* EXERCISE BRIEF:
From the records below, copy each line that has the word "Huxmühlenbach" in it.

* INPUT FOR THIS TASK:

-=-=-=-=-

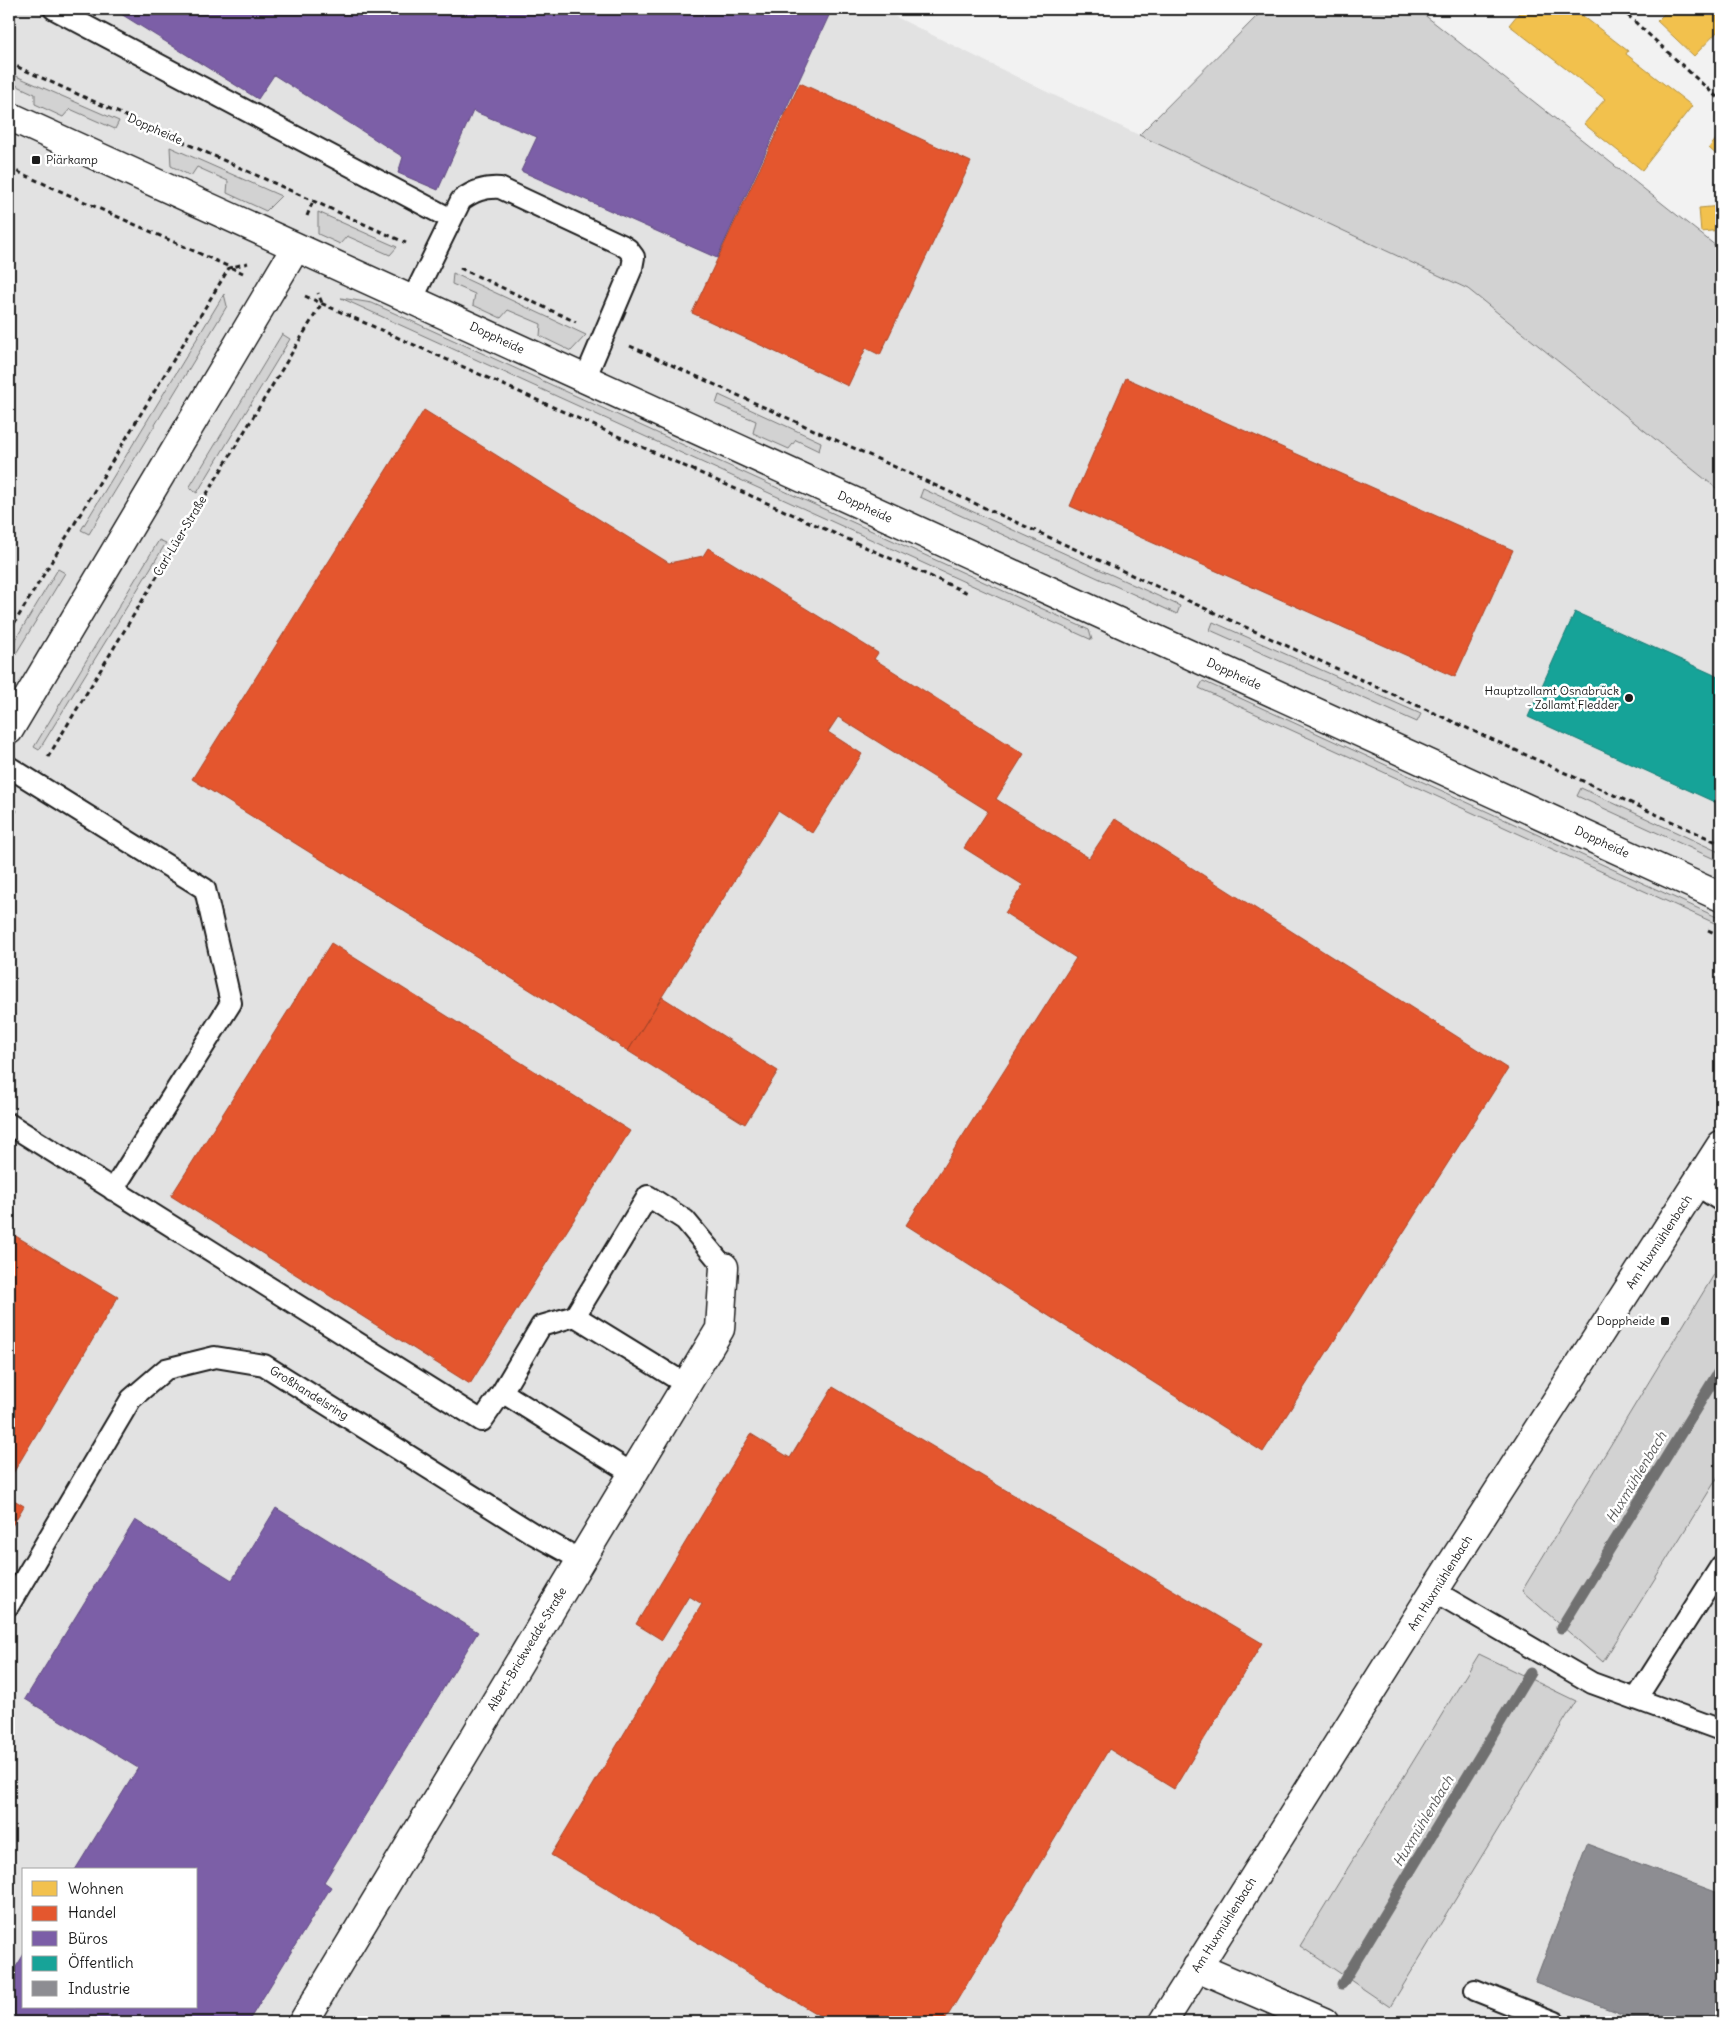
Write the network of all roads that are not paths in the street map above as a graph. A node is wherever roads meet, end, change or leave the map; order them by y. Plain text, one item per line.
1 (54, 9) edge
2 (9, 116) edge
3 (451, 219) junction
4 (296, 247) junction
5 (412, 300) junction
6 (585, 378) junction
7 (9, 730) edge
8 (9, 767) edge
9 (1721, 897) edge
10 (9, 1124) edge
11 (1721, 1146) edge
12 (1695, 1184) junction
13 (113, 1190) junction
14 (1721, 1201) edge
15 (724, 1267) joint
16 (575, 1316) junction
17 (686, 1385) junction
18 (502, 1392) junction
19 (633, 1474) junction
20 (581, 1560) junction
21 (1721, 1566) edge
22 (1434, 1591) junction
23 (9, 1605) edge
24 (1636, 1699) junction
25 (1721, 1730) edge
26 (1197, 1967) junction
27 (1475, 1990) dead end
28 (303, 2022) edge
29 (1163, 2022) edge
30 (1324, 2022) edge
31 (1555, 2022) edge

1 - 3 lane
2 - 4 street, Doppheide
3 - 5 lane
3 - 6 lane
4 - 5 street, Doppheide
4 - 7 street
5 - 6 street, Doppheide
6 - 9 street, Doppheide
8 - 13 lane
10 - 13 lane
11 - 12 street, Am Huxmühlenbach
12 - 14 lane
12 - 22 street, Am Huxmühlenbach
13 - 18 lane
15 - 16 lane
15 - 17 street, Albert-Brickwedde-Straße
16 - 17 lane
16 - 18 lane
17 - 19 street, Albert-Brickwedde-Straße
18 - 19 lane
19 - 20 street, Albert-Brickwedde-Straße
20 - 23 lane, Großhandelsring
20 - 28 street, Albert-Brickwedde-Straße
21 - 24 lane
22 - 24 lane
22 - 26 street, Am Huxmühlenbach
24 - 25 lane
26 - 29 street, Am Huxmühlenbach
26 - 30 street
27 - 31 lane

-=-=-=-=-

* ANSWER:
11 - 12 street, Am Huxmühlenbach
12 - 22 street, Am Huxmühlenbach
22 - 26 street, Am Huxmühlenbach
26 - 29 street, Am Huxmühlenbach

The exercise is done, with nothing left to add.